The Duty and Power to regulate allocation of symbols would vest with the Election Commission : Kerala High Court

Election symbols are considered essential in a country like India where the literacy level of voters is not satisfactory. It is also a statutory requirement under the Conduct of Elections Rules, 1961. As there is no statutory provision regulating the allocation of symbols to political parties and candidates in elections, the duty, and power to regulate the allocation of symbols would vest with the Election Commission even in the absence of Paragraph 15, in view of Article 324 of the Constitution of India was held in the case of P.J Joseph vs Election Commission of India, WP(C).No.18556 OF 2020(T) by the bench comprising of Justice N.Nagaresh.

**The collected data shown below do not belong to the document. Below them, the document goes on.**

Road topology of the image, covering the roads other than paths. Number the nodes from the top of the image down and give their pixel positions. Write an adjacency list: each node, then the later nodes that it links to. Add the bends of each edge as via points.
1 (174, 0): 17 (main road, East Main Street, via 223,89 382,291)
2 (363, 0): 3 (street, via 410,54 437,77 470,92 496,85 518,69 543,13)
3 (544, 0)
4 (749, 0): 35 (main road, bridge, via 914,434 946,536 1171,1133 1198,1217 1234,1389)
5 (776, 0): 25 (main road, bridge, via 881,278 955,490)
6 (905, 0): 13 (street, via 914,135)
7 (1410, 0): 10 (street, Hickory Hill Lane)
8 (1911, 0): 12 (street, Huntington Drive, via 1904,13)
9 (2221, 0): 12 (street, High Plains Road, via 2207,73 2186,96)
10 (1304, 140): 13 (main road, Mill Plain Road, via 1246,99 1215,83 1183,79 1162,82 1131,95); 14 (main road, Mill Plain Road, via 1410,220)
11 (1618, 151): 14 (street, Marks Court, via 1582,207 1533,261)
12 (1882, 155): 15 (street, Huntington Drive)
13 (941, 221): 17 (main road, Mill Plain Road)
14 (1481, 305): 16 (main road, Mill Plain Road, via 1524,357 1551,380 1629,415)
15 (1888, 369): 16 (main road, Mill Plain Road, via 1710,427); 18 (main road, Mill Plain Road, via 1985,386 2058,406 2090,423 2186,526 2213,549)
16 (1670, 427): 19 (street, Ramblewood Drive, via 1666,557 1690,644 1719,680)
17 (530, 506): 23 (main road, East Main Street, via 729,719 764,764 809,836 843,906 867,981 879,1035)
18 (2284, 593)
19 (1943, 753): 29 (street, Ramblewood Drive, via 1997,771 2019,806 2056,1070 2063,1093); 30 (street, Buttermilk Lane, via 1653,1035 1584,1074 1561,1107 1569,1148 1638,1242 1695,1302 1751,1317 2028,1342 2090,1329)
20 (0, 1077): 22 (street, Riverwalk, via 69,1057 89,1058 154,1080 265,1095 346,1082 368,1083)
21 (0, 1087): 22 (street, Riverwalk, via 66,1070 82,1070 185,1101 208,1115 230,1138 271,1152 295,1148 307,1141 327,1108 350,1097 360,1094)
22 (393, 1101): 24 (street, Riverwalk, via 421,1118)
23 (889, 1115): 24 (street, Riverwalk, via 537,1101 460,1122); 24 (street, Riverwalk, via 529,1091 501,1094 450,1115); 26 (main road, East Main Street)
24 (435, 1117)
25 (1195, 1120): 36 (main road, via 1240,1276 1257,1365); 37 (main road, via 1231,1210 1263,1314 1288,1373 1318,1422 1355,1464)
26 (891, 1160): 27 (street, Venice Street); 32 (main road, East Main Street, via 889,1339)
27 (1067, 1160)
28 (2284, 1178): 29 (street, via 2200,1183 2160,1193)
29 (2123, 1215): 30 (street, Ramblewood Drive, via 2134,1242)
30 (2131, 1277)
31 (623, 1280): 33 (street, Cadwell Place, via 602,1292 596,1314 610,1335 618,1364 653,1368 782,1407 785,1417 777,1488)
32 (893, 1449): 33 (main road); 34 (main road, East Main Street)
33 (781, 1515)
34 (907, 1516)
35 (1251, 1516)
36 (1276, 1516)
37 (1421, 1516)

In the present case, two writ petitions have been filed, one by Working Chairman of a recognized State Political Party, Kerala Congress (Mani), and the other by a Member of the said party, aggrieved by an order in Dispute Case of the 1st respondent, Election Commission of India. In Ext.P1, by a majority of 2:1, the Election Commission of India held that the group of the said Party led by the 2nd respondent is the Kerala Congress (Mani) and is entitled to use its name and its reserved symbol “Two Leaves” for the purpose of the Election Symbols (Reservation and Allotment) Order, 1968.

The prime grounds on which the petitioners in the writ petitions seek relief are that:

(1) consequent to deletion of Paragraph 3 from the Xth Schedule to the Constitution of India and after the insertion of Part IV-A in the Representation of the People Act, 1951 especially Section 29-A therein, Paragraph 15 of the Symbols Order has become redundant;

(2) that the Election Commission is exercising only a peripheral jurisdiction in the matter of recognition and allocation of symbols, the Commission ought not to have ventured to decide on the allocation of symbol; and

(3) that even assuming that the Election Commission has jurisdiction to entertain a petition for allocation of symbol, the facts of the case available and relied on on the petition filed by the 2nd respondent, do not disclose any material for the Election Commission to entertain the petition.

The High Court noted that even after insertion of Section 29-A in the year 1988, the Hon’ble Apex Court in the judgment in Subramanian Swamy vs ECI and  Sadiq Ali vs ECI with approval in which judgment it was held that in case of a split, the Commission has been authorized to determine which of the rival groups or sections is the party which was entitled to the symbol.